Leistungsexplosion nach Streik

Kostic dankt Glasner: "Hat Verständnis für meine Situation gezeigt"

Filip Kostic ist noch immer ein Schlüsselspieler der Frankfurter Eintracht. Foto: Getty Images.
Filip Kostic ist noch immer ein Schlüsselspieler der Frankfurter Eintracht. Foto: Getty Images.

Filip Kostic hat den Wechsel-Streik abgehakt. Der Außenbahnspieler gehörte in den vergangenen Partien zu den Schlüsselfiguren von Eintracht Frankfurt. Einen großen Dank richtete er diesbezüglich an Cheftrainer Oliver Glasner.

Ursprünglich wollte Filip Kostic Eintracht Frankfurt verlassen und zu Lazio wechseln. Um den Transfer zu erzwingen, verpasste der 28-Jährige das Abschlusstraining vor dem Auswärtsspiel bei Arminia Bielefeld am dritten Spieltag, für das er anschließend nicht berücksichtigt wurde. Doch eine Einigung mit Lazio blieb aus, Kostic läuft somit auch in dieser Saison für die SGE auf - und präsentiert sich seither in starker Verfassung.

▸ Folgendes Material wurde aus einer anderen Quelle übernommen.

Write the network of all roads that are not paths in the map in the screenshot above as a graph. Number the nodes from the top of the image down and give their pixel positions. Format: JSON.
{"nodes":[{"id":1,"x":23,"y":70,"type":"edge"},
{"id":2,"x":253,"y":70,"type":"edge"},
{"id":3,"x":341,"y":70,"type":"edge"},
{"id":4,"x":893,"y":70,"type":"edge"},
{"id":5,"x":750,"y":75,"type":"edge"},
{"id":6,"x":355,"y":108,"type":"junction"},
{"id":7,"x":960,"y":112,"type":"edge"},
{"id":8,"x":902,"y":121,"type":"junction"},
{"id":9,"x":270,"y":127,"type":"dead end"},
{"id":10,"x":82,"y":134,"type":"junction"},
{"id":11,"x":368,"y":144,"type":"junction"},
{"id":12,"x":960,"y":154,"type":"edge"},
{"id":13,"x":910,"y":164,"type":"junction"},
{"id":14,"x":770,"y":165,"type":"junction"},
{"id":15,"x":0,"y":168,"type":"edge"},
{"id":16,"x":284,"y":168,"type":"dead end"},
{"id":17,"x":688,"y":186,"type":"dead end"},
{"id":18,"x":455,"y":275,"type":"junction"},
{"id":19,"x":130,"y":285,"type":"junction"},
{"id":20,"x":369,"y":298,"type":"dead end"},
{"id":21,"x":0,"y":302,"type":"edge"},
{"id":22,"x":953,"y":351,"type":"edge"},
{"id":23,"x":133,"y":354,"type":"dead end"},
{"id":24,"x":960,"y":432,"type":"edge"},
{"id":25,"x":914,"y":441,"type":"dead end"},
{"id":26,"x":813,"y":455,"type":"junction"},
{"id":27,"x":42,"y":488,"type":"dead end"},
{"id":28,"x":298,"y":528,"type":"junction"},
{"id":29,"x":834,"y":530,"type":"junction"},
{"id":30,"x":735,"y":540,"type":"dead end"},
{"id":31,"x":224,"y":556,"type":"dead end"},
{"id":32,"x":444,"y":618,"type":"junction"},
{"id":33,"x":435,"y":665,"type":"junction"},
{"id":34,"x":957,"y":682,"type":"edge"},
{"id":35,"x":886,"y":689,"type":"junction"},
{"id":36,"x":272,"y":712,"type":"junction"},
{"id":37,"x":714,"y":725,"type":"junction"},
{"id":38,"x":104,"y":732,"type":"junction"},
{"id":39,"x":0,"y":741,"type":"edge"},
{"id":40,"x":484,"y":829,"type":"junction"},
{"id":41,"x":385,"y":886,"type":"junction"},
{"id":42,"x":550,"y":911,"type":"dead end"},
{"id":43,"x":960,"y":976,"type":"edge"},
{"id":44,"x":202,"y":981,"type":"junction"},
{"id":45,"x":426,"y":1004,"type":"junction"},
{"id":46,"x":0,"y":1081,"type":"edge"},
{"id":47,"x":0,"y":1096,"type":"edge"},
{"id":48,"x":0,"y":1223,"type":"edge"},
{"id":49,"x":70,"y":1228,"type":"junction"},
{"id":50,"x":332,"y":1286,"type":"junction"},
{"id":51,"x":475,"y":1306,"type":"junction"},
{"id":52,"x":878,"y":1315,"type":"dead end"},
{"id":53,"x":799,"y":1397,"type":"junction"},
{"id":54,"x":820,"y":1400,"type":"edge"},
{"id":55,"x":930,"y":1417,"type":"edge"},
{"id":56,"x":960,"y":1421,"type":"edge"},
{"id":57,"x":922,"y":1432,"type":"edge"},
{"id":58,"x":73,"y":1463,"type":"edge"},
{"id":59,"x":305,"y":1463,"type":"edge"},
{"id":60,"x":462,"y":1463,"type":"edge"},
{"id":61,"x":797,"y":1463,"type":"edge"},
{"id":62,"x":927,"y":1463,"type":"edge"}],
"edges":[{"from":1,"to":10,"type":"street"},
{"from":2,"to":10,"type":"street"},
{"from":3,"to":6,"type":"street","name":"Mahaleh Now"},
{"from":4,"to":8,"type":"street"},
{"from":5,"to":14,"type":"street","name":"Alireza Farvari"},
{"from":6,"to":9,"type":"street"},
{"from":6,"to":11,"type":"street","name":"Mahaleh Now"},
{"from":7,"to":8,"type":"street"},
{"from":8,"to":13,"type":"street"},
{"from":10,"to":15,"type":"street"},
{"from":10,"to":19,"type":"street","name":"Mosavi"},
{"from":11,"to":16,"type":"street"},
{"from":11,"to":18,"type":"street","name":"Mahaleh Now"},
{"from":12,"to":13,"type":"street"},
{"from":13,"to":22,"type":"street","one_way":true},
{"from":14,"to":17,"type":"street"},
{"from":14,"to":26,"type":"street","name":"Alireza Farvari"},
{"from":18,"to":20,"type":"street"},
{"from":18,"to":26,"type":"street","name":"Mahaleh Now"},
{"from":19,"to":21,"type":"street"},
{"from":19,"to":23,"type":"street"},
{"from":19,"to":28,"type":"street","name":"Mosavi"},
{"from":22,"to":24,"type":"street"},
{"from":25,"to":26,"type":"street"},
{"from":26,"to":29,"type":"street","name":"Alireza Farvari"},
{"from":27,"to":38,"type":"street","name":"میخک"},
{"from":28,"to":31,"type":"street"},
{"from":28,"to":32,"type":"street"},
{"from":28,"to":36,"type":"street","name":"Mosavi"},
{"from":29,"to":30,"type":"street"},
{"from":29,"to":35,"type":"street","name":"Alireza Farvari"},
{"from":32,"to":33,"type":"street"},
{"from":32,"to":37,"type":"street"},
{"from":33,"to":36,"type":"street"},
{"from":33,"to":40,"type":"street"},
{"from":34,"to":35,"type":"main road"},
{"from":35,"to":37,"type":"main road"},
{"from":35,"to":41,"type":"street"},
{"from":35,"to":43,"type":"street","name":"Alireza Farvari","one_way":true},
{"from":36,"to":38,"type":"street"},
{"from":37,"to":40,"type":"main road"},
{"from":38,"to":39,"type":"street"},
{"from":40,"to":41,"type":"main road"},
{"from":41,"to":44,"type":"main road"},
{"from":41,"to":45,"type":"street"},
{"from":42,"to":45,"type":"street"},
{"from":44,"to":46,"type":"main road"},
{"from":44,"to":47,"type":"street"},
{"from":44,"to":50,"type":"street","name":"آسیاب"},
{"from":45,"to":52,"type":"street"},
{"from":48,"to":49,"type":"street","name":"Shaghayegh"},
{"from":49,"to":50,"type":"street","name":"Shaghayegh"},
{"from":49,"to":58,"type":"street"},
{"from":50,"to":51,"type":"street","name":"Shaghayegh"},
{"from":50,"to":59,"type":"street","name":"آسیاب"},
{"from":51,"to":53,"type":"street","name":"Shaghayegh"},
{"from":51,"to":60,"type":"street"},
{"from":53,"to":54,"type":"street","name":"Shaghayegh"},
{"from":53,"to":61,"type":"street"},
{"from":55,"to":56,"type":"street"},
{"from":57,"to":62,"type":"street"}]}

Kostic: "Ich halte mein Wort"

In allen vier Bundesligaspielen seit dem Bielefeld-Streik lieferte Kostic jeweils mindestens eine Torbeteiligung, rettete wichtige Punkte gegen den VfB Stuttgart, VfL Wolfsburg, den 1. FC Köln (alle 1:1) und erzielte das 2:1-Siegtor gegen den FC Bayern vor der Länderspielpause. "Ich habe den Fans versprochen, dass ich noch stärker und motivierter zurückkomme, unabhängig von allem, und weiter mein Bestes für den Klub geben werde", sagte Kostic gegenüber der Bild-Zeitung und betonte: "Ich halte mein Wort."

Lob für Glasner: "Der Trainer ist ein großartiger Profi"

Er wolle "nicht auf das zurückblicken, was in der Vergangenheit war. Wir schauen nach vorne", so Kostic, der insbesondere Chef-Coach Oliver Glasner ein großes Lob für den Umgang mit der Situation ausgesprochen hat: "Der Trainer ist sehr engagiert in seiner Arbeit und ein großartiger Profi. Wir haben uns unterhalten, er hat Verständnis für die Situation gezeigt, in der ich mich befand, und ich danke ihm dafür." Im Gegenzug offenbart Kostic auf dem Platz seine Qualitäten, von der die Eintracht auch in den kommenden Wochen profitieren soll.